La presse et les médias se font l'écho de la population non agricole en montrant du doigt les agriculteurs et leurs pratiques. On les accuse de tous les maux : le problème des nitrates, c'est eux ; la contamination des eaux par les pesticides, c'est encore eux ; etc.
Même si ces remarques sont fondées entièrement ou partiellement, elles sont souvent le reflet d'une société en décalage avec la réalité du monde agricole. Le non-initié au monde agricole se base souvent sur les pratiques agricoles du siècle dernier, et plus précisément la période glorieuse de l'agriculture des années 60 à 80 dont le porte-drapeau est la Politique Agricole Commune (P.A.C.).
De nos jours, le monde agricole a bien changé. Il prend conscience des effets néfastes qu'il peut avoir sur l'environnement. Ainsi l'agriculteur d'aujourd'hui prend soin de ne pas nuire gravement à la santé de la planète.

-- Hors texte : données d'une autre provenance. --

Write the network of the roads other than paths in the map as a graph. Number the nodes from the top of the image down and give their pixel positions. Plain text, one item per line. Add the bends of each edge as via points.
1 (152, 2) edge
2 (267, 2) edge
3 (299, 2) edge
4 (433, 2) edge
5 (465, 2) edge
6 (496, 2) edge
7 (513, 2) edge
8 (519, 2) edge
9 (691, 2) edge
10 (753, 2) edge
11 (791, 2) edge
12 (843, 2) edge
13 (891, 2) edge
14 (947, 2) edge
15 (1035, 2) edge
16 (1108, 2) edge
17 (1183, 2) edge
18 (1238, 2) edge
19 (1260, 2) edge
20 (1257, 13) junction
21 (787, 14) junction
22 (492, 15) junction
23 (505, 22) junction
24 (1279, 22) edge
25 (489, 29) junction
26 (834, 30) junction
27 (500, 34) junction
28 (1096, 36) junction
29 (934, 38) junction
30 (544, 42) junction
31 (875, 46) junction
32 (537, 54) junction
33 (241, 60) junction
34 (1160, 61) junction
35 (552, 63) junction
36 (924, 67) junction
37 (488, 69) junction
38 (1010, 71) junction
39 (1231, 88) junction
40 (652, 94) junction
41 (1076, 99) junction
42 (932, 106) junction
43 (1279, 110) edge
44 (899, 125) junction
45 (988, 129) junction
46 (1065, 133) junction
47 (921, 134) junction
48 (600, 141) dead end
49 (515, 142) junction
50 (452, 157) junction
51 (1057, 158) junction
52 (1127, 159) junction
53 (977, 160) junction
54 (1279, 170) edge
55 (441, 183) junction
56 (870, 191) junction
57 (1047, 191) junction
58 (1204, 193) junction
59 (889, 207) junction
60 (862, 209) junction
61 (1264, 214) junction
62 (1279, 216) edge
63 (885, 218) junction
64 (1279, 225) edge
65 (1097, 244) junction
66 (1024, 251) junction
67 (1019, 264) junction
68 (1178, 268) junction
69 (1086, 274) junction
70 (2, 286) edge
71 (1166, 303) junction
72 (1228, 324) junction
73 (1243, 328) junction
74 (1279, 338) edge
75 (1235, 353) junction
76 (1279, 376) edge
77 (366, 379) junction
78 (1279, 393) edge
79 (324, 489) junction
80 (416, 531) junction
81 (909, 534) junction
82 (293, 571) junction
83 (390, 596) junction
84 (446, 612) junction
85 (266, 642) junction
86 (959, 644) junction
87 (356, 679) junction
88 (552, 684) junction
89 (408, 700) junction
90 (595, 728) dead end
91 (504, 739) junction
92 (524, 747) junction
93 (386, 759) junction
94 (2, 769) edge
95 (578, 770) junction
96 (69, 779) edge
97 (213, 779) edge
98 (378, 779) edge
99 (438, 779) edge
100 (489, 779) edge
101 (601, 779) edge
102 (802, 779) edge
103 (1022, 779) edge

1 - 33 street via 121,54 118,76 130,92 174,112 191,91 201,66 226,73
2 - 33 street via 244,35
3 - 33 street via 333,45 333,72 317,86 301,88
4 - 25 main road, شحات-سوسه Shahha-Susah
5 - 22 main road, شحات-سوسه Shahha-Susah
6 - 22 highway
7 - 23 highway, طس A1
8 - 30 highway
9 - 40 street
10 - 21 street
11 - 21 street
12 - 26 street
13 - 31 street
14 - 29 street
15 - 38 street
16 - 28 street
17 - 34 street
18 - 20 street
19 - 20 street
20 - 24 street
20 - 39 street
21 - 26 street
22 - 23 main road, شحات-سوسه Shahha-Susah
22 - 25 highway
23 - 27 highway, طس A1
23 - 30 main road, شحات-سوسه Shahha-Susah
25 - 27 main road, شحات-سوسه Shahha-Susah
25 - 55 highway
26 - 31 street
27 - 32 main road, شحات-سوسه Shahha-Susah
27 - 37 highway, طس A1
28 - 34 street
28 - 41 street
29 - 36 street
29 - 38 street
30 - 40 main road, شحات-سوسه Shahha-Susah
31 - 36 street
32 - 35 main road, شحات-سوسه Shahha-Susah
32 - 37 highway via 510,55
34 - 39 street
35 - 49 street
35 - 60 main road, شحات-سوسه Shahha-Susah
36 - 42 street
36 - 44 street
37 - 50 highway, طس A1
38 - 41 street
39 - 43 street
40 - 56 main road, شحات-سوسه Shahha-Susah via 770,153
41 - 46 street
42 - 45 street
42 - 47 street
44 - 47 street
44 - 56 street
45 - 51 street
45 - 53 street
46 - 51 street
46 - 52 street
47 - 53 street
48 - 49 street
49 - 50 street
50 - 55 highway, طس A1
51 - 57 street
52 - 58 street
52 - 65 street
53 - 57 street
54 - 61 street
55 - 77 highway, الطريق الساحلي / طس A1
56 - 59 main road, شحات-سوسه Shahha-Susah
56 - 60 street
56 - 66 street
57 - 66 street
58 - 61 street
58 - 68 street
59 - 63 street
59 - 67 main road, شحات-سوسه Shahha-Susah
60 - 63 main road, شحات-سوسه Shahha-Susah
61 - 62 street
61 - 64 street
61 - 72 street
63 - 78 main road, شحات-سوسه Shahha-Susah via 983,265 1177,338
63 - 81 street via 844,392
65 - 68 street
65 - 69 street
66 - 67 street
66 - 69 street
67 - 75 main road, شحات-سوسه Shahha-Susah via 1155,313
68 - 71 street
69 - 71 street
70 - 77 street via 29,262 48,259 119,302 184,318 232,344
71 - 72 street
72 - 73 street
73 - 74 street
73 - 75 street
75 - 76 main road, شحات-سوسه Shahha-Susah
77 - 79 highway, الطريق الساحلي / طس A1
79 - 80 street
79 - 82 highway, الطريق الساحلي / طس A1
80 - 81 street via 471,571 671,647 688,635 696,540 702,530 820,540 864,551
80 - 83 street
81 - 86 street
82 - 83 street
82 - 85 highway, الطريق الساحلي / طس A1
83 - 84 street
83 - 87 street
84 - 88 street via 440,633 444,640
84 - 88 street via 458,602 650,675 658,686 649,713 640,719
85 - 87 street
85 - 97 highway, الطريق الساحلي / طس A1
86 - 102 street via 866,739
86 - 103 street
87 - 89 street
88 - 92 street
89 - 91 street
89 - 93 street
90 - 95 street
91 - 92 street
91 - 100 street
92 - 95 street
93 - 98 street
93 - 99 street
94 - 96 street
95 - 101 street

Au début des années 90, le monde agricole prend conscience que certaines de ses pratiques sont à risque pour l'environnement : en particulier, l'utilisation abusive d'engrais minéraux. En effet, dans les années 60, la P.A.C. exigeait aux agriculteurs de produire plus pour répondre à la demande (l'offre étant insuffisante), les agriculteurs ont donc augmenter l'apport d'engrais organique et minéral sur ses parcelles. Aujourd'hui, l'excès d'azote sous sa forme nitrate est responsable du phénomène dit « marée verte » bien connu sur les côtes bretonnes. Depuis, des efforts sont fait afin d'éviter le rejet de nitrates dans les eaux.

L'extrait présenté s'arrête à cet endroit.